Items from a dataset:
......

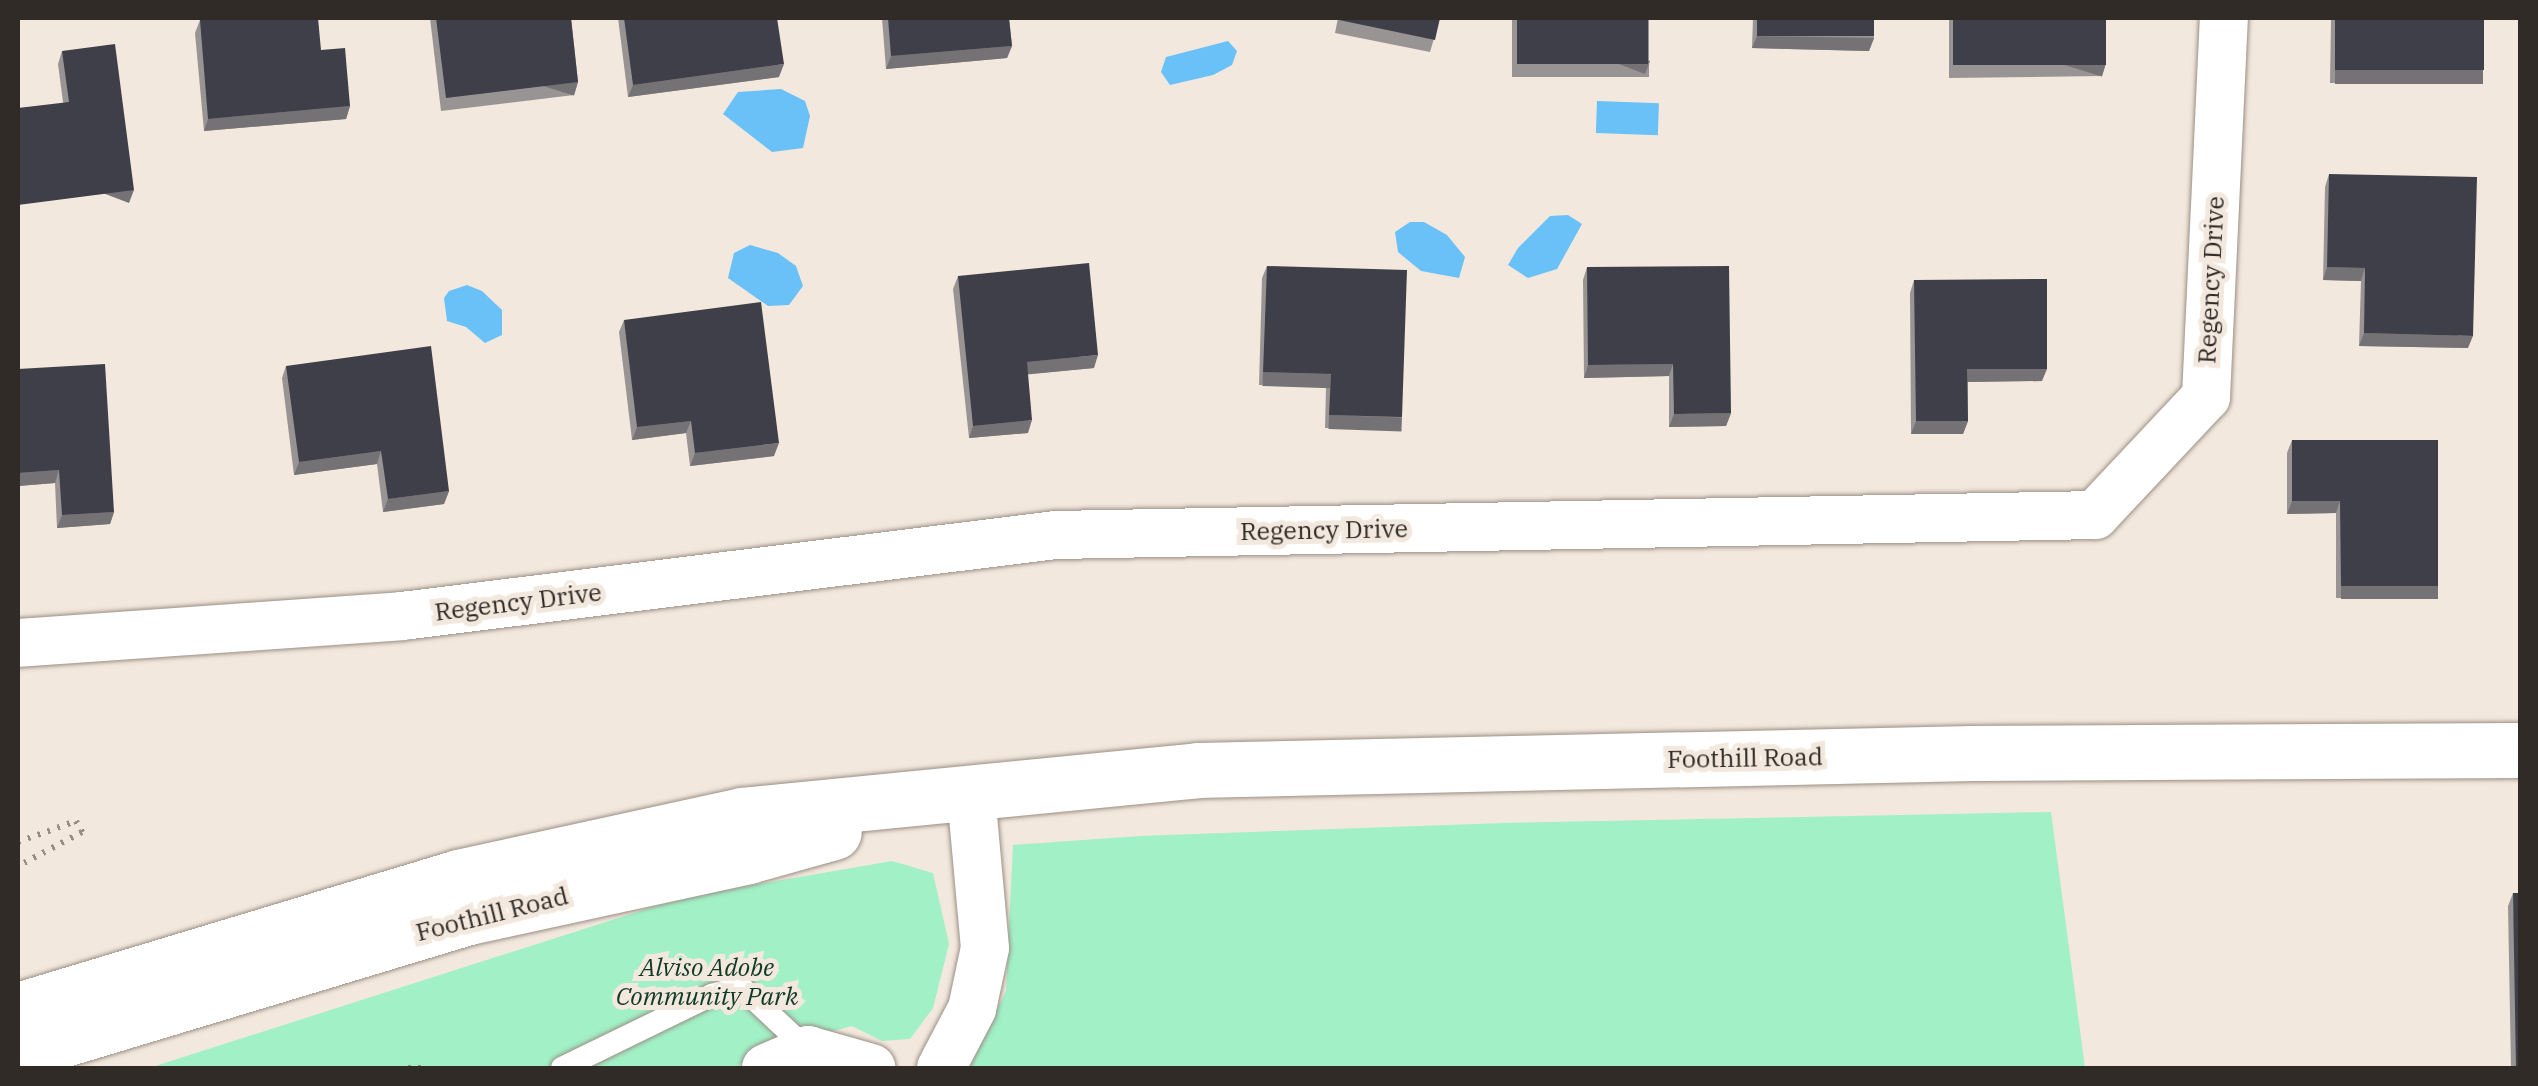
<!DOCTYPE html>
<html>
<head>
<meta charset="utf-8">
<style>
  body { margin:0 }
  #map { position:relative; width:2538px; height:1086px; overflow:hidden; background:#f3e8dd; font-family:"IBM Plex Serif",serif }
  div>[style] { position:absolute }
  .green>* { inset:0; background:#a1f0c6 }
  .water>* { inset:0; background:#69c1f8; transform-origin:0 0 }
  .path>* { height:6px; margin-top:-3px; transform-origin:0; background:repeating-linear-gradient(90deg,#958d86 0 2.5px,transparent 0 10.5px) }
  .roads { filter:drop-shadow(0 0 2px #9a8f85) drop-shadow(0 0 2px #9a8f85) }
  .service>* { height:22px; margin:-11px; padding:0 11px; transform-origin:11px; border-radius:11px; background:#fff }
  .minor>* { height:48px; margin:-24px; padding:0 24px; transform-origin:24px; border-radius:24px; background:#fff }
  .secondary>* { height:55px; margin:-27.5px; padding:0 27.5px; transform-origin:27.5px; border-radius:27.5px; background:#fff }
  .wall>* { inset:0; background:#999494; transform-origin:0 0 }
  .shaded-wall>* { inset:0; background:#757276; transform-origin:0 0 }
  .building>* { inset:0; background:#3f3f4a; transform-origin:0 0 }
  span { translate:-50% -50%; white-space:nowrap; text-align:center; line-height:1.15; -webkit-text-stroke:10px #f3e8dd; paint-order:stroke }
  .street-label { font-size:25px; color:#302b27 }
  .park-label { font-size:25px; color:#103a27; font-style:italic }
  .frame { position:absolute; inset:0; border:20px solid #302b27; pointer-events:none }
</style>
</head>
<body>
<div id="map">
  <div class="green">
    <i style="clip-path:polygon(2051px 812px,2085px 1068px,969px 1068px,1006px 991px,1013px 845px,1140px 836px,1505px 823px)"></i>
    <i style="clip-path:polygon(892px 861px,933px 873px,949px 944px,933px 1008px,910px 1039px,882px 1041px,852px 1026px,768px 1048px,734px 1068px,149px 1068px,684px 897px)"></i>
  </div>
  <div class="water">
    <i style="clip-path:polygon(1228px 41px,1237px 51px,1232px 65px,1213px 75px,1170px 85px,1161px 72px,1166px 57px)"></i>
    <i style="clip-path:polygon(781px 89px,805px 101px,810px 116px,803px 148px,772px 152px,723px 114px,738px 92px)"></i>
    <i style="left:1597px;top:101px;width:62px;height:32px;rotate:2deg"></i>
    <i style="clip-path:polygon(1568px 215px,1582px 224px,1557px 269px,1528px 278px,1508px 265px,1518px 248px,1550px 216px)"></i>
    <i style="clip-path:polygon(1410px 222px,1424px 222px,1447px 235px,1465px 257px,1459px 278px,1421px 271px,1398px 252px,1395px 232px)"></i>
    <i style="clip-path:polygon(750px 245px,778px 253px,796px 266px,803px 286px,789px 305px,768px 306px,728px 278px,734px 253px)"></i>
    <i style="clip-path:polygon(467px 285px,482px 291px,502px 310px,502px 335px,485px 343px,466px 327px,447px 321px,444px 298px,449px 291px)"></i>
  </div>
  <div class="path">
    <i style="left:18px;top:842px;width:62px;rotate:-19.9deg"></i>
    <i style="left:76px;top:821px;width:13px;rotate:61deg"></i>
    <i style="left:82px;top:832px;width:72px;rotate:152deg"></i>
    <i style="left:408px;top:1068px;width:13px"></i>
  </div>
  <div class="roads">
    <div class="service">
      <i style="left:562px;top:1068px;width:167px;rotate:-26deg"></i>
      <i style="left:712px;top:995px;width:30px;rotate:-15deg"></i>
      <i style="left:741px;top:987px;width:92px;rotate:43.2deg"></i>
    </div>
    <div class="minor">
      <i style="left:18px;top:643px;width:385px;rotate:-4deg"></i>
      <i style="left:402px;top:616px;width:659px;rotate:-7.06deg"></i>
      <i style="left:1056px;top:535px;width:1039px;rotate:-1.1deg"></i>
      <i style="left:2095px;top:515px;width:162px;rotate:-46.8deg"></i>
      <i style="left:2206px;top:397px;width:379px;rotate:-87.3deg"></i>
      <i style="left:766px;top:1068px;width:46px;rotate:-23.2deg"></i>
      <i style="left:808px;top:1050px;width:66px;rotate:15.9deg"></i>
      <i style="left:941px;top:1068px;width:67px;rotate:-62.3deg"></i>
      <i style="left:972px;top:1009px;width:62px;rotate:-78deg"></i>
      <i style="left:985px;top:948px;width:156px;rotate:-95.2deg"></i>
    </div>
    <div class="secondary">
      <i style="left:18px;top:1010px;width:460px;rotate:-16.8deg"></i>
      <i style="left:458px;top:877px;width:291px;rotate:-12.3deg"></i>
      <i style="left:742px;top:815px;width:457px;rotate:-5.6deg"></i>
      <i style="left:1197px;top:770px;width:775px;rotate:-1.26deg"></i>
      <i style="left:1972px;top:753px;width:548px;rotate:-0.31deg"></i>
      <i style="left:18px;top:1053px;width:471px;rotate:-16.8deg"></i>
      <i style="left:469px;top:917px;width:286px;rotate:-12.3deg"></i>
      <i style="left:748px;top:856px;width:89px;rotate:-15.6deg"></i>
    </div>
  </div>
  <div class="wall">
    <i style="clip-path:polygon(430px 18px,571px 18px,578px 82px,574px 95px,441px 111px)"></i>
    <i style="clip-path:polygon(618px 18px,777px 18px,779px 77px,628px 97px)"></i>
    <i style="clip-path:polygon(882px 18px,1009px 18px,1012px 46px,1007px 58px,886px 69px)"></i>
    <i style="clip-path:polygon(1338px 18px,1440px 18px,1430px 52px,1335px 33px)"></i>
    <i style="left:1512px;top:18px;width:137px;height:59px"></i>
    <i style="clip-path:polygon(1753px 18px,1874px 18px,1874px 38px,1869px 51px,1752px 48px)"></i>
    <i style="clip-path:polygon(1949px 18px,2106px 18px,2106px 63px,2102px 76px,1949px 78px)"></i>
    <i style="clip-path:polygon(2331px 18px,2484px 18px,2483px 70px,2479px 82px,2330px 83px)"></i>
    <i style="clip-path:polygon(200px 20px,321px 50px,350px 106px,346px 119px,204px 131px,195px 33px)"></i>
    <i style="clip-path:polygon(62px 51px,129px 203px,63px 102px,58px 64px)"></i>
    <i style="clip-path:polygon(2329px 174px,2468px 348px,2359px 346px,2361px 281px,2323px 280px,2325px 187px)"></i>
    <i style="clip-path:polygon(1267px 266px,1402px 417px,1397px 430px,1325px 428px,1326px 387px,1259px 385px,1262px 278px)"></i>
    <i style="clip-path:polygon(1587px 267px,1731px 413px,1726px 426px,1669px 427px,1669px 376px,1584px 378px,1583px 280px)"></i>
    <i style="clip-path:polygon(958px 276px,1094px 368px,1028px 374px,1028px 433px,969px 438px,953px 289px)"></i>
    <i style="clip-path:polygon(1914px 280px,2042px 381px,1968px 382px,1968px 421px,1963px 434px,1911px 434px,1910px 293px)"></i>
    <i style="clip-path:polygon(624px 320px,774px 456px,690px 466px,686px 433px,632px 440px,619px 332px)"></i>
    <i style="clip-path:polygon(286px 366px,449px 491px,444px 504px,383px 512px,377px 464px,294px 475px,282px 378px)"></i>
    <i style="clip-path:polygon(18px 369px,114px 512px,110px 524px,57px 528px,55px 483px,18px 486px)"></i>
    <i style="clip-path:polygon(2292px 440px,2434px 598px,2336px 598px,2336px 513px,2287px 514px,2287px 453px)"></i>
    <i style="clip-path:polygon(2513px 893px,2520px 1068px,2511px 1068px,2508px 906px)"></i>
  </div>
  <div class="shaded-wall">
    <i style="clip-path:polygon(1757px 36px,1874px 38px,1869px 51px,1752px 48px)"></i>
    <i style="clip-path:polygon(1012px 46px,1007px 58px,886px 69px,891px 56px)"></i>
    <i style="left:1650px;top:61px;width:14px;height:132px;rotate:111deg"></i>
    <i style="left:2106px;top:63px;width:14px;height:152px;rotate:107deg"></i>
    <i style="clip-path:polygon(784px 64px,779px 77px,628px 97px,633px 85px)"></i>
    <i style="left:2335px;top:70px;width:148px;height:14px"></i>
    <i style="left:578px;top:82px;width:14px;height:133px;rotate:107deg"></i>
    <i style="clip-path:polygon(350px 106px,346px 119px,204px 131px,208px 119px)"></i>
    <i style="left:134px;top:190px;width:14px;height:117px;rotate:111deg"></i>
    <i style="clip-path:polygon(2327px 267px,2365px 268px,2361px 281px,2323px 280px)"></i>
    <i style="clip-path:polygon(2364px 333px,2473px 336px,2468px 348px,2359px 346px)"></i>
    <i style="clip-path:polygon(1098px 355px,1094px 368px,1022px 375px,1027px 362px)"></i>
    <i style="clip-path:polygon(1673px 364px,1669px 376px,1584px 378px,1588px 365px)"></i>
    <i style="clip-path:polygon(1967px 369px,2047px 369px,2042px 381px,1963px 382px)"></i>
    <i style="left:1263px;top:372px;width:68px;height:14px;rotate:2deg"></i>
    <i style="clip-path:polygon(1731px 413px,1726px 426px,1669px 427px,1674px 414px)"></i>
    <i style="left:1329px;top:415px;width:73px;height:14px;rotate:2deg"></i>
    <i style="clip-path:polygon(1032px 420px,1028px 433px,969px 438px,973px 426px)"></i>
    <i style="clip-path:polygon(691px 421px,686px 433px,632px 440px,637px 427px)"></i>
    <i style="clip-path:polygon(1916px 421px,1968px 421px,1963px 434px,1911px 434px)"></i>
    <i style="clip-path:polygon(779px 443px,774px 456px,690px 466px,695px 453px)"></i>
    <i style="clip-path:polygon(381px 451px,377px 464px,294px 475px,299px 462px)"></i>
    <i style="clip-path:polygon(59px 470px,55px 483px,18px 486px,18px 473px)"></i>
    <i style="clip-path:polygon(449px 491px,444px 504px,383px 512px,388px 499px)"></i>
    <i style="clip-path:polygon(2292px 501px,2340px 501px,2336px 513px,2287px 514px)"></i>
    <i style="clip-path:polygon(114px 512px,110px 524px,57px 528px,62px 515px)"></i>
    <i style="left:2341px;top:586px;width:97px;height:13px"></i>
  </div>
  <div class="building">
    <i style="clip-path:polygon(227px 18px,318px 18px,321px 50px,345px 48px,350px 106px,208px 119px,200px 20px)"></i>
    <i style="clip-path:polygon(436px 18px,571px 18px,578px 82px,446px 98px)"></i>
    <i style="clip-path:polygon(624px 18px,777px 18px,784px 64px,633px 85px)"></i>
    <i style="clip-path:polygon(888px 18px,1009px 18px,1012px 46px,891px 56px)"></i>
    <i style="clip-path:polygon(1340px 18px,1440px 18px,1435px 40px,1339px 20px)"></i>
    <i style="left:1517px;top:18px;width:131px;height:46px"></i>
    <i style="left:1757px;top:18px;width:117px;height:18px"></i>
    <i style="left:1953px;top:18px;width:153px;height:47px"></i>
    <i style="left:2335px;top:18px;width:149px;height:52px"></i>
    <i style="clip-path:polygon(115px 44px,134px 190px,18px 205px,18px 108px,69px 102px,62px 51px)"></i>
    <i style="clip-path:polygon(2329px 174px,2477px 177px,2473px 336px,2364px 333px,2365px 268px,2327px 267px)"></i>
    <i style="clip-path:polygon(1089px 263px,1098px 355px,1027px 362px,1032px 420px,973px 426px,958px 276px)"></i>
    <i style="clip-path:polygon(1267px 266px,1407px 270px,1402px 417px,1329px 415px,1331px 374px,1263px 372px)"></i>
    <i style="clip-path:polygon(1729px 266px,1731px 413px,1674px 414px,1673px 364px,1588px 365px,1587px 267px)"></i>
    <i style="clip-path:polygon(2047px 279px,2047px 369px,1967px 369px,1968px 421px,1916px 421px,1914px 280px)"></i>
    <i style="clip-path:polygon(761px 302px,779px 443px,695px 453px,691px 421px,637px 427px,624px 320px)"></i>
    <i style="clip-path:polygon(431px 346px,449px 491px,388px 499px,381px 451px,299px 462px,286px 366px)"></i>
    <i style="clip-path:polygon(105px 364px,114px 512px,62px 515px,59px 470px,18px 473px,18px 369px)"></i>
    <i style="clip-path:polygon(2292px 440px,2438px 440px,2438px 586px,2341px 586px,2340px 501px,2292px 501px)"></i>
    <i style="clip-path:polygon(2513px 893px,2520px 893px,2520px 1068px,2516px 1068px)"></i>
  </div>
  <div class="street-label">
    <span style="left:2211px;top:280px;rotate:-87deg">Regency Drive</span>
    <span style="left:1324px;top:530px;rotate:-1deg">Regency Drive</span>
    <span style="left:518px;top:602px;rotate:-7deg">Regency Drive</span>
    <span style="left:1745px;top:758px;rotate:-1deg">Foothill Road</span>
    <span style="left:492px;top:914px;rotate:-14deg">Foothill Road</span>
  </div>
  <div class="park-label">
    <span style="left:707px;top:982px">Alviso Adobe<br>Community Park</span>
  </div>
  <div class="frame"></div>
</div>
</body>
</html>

......

■ **Task item**: In the entries above, please find the line with "height:22px; margin:-11px; padding:0" and the line with "inset:0; background:#999494; transform-origin:0", then write out exactly those two lines and every line between them, and nothing more.

■ **Task solution**:
  .service>* { height:22px; margin:-11px; padding:0 11px; transform-origin:11px; border-radius:11px; background:#fff }
  .minor>* { height:48px; margin:-24px; padding:0 24px; transform-origin:24px; border-radius:24px; background:#fff }
  .secondary>* { height:55px; margin:-27.5px; padding:0 27.5px; transform-origin:27.5px; border-radius:27.5px; background:#fff }
  .wall>* { inset:0; background:#999494; transform-origin:0 0 }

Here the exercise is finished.